What Cerebral Palsy Has Been to Me


How do you define the relationship you have with your condition? My cerebral palsy has been many things over the years. It’s been a cruel brother, a tricky ally, an overactive advocate, and that clingy friend you don’t want at parties because for some reason he gets weird when there are lots of people around. On rare occasions, once in a blue moon really, he can be the wisest of teachers, even if learning my lesson means losing a scuffle with a pair of pants. They were “Lucky” Brand, of course.

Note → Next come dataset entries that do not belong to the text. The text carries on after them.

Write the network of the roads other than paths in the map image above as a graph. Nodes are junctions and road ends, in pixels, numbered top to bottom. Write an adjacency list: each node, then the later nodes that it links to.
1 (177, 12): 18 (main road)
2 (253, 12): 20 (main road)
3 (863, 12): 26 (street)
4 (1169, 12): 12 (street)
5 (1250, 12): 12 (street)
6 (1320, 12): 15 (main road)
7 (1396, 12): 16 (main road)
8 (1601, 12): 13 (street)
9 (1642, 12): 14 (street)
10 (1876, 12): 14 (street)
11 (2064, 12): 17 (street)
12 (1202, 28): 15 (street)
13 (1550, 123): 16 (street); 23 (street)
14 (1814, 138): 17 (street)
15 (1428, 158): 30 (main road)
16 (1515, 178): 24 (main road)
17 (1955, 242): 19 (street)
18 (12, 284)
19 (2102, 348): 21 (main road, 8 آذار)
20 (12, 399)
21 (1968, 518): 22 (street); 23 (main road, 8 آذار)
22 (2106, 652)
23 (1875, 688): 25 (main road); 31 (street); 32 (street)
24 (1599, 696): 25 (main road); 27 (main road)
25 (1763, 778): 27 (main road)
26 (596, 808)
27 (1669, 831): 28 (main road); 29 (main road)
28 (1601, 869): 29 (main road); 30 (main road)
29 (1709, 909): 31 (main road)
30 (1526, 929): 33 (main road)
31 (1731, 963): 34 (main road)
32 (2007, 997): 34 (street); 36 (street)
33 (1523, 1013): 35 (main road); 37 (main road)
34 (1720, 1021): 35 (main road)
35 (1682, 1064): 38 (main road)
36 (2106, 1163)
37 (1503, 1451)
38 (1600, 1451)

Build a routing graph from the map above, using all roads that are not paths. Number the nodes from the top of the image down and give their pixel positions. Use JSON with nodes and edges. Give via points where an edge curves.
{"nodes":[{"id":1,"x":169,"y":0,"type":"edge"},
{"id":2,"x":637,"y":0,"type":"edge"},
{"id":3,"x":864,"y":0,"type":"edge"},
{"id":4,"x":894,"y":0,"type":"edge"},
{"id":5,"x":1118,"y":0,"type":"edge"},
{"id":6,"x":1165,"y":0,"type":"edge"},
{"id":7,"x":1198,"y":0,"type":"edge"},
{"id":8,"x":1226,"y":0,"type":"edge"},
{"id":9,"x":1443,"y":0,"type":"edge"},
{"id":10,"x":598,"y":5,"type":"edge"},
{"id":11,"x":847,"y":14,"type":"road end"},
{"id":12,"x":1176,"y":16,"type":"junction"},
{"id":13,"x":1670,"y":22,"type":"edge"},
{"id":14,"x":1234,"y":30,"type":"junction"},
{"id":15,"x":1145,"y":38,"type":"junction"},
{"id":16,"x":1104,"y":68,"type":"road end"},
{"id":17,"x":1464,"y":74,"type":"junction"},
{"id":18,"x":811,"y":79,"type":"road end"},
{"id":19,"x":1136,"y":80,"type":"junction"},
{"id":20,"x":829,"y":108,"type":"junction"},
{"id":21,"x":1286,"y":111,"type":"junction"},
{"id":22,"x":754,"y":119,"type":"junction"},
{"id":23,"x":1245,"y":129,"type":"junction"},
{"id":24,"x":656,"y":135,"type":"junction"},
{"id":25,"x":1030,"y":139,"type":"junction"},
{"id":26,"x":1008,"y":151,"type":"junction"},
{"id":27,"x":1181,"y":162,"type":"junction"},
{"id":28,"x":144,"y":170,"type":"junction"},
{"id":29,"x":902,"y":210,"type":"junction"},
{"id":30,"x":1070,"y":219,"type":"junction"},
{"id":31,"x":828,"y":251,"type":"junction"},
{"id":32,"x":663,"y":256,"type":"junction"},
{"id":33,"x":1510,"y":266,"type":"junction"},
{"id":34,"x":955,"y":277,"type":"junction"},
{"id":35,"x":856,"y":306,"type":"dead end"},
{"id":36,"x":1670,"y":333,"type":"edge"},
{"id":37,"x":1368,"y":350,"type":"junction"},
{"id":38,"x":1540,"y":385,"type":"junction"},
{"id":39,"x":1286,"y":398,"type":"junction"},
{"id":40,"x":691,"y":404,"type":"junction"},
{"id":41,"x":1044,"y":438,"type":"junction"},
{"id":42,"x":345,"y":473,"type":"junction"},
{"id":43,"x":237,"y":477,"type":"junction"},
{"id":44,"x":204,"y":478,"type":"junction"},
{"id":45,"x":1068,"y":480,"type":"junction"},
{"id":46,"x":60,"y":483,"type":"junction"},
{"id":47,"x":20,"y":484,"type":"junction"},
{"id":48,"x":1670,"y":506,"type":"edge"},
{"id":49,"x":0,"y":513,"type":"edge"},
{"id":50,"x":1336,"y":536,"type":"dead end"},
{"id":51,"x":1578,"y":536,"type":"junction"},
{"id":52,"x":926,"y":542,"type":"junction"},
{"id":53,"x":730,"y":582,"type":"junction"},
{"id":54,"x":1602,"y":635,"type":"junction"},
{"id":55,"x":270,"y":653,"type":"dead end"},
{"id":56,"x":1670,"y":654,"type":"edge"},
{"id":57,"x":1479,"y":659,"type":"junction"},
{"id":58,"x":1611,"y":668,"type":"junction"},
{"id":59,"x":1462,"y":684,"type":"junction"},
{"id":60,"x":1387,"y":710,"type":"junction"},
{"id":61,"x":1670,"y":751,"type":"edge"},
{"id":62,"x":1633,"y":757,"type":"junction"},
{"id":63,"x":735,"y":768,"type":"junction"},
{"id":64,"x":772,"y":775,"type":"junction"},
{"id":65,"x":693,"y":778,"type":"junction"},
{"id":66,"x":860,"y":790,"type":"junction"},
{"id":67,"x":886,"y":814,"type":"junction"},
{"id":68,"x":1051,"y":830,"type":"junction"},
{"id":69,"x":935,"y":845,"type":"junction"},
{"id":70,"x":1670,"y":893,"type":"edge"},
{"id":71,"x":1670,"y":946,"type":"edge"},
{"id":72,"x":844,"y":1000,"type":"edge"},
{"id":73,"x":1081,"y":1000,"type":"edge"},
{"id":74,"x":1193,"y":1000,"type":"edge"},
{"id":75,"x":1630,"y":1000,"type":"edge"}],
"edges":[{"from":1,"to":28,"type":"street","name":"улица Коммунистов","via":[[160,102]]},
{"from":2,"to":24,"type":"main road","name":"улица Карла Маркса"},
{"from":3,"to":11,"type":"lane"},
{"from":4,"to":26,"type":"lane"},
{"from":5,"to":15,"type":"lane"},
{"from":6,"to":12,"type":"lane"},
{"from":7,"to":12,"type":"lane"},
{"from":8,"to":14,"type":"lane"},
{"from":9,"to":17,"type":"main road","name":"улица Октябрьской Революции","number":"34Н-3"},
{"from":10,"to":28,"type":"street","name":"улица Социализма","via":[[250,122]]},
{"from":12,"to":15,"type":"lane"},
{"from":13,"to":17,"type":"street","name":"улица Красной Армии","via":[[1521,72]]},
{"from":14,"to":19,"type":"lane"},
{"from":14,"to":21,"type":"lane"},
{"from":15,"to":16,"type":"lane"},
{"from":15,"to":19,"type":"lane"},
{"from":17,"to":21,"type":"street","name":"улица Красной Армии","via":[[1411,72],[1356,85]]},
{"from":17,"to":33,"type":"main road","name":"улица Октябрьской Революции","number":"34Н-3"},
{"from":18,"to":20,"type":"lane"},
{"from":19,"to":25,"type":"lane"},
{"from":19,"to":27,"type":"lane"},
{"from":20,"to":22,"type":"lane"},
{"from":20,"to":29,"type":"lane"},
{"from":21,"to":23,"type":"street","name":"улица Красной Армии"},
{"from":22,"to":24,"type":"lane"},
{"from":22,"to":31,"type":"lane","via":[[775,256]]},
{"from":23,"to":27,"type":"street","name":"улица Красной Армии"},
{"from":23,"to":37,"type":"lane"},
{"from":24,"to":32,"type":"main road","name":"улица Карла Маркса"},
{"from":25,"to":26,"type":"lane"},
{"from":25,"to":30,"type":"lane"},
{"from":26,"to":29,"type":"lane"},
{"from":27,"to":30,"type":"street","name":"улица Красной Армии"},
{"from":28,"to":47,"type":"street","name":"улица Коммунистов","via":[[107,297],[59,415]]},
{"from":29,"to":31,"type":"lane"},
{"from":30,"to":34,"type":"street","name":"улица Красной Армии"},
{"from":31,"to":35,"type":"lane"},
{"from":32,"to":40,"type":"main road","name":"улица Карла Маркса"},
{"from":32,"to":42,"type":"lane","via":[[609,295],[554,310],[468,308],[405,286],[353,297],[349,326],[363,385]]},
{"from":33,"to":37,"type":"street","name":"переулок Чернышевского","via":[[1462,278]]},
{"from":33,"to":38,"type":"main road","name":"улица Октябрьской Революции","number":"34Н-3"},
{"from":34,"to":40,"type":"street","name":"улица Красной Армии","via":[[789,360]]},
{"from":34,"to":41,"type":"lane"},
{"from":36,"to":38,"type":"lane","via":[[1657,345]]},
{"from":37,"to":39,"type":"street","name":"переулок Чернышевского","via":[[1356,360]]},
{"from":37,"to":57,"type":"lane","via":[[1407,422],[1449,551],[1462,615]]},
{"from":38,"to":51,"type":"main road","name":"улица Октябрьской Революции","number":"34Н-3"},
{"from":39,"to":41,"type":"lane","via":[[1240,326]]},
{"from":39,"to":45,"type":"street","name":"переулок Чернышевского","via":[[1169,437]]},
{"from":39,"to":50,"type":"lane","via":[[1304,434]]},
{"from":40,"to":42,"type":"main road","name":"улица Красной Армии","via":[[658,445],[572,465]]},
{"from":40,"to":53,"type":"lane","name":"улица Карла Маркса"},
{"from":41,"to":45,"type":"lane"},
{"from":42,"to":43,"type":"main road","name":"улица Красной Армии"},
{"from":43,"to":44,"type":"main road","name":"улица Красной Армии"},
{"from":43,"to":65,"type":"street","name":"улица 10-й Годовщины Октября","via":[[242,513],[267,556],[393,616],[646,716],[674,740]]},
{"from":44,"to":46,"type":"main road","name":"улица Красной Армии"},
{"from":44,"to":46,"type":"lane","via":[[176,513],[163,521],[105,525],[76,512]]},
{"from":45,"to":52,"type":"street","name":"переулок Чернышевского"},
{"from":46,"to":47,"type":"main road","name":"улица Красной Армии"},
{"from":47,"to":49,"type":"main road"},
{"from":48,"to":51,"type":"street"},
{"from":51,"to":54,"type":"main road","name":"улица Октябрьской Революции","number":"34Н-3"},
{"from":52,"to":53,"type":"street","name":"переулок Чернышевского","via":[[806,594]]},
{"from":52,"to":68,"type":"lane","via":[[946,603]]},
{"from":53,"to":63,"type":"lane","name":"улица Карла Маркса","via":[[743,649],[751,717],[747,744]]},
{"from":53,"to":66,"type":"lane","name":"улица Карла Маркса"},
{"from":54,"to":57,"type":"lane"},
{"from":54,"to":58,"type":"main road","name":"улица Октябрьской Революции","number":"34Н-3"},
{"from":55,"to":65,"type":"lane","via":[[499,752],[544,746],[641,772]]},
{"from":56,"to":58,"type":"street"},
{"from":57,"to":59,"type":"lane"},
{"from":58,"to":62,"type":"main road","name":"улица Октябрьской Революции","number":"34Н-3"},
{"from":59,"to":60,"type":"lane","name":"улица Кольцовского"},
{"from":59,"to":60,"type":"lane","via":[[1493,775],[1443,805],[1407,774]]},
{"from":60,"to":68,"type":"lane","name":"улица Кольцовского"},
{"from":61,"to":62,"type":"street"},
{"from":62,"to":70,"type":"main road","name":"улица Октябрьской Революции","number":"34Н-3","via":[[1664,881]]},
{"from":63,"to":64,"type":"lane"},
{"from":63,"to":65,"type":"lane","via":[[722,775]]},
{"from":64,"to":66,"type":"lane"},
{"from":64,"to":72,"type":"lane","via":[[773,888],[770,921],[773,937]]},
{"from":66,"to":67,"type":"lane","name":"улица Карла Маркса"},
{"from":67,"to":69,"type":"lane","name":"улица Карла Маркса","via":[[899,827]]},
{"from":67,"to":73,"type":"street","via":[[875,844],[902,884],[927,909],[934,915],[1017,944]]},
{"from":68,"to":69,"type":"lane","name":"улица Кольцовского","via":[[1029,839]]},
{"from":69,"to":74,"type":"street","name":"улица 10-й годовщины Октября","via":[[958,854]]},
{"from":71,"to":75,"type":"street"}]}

I’ll begin with a bit of backstory. Due to my spastic diplegia, and due (at least in part) to a considerable effort by western medicine to dissuade me from intense exercise, I sort of “bounced” in and out of a wheelchair throughout my younger years. When college came around, I thought I’d use my status as a feisty 18-year old to refuse wheelchair assistance. I managed pretty well ignoring doctors’ orders at first. I even went as far as majoring in exercise sports science. Things were going awesome until one fateful Sunday.

It was my grandmother’s funeral, I’d just been 86’d (dumped, for the laymen), and I got “Sonny Liston’ed” by the Muhammad Ali of blue jeans. Here’s the slightly longer version of that last bit: I was wrestling the garment over my KAFO brace keeping my left leg stable, and somehow, rough fabric got caught on the stainless-steel-hinged knee joint. Out of frustration, I yanked up as hard as I could, straightening my left leg on the same motion. In a snap, the jeans broke free. I heard an odd crackle, followed by the kind of pop that makes your stomach turn. So much for a balanced breakfast.

My eyes closed in fierce defiance of the pain. My body knew I should not bear witness to the wreckage that was once my fragile kneecap. There were no words to describe how dislocated it had become. The worst hurt, however, came from an incredibly selfish thought creeping up right after the incident. It was my grandmother’s funeral, and all I could think was: what will my family say now that I’m stuck sitting down all over again?

Despite the trauma that I went through, and the typical heaviness that leans over a funeral, I felt a sense of joyful release in the air. Maybe it was getting to see my family again. Maybe I felt my grandmother was free. Maybe it was all the Percocet. Either way, I couldn’t help but think things were going to be OK. I know you’re supposed to be sad at funerals, but that day I honestly felt like my own mortality was smiling at me. I decided if I ever wanted to stand up again, I’d have to start by looking in that direction, even if life wasn’t all it was cracked up to be.

Several months later, despite a wonderful surgeon, great medical care and lots of rehab, doctors weren’t sure whether I’d find my feet on the ground again. I stayed positive despite their concern. I needed to stay positive. I was about to go to my cousin’s wedding after all. Nobody likes a sad sap at weddings, unless we’re talking tears of joy.

I managed to stay joyful and roll with the circumstances all the way up to the reception. Then my heart fell apart at the sight of the dance floor. I had forgotten how much I loved to dance. I’m terrible at it, but you can be terrible at something and love it. Just ask William Hung from “American Idol.”

In that moment, I heard the voice of a motivational mentor named Sean Stephenson pop up in my head. “Picture the worst case scenario and watch it play out,” he said.
So I began. I pictured rolling onto the dance floor and running over the new bride. She then falls into the groom. The groom flies right into one of the caterers who knocks the cake up in the air. Finally, the cake soars into the DJ who now looks like a very disturbed version of Snow White. Among the chaos I took note of something interesting. My whole family, especially Anna and Jacob (the bride and groom), was laughing hysterically. I thought, if this is the worst-case scenario, then I’m about to have one hell of a time. Sure enough the fear fell away, and I rolled onto the dance floor. Luckily no one got run over, and I wound up having a blast.

The day I came back from the wedding, the side effects of the rehabilitation began to show. My leg grew stronger and my knee more comfortable. With a little ingenuity and a lot of miracle, I rose to the occasion and found my feet once again. Call it coincidence. Call it a medical triumph if you must, but I might like to call it a graduation gift. You see, I don’t believe I was meant to rise until I learned that true love must rise first, for others and for yourself — above condition, above ego, even beyond the physical world. I could not stand as a man until I learned how to sit as one, because value comes from the love you give and the love you witness. My cerebral palsy had schooled me and I came out the other side a better human being.

It’s so easy to notice the gift of momentum that we often miss the gift of slowing down. Humility is a kind of tough lover that can get buried beneath the mediocrity of an ordinary life, but luckily, CP makes having a mediocre life impossible for me. I’m grateful my own humility could teach me a valuable lesson thanks to life gone by, true love, family, and an angry pair of pants.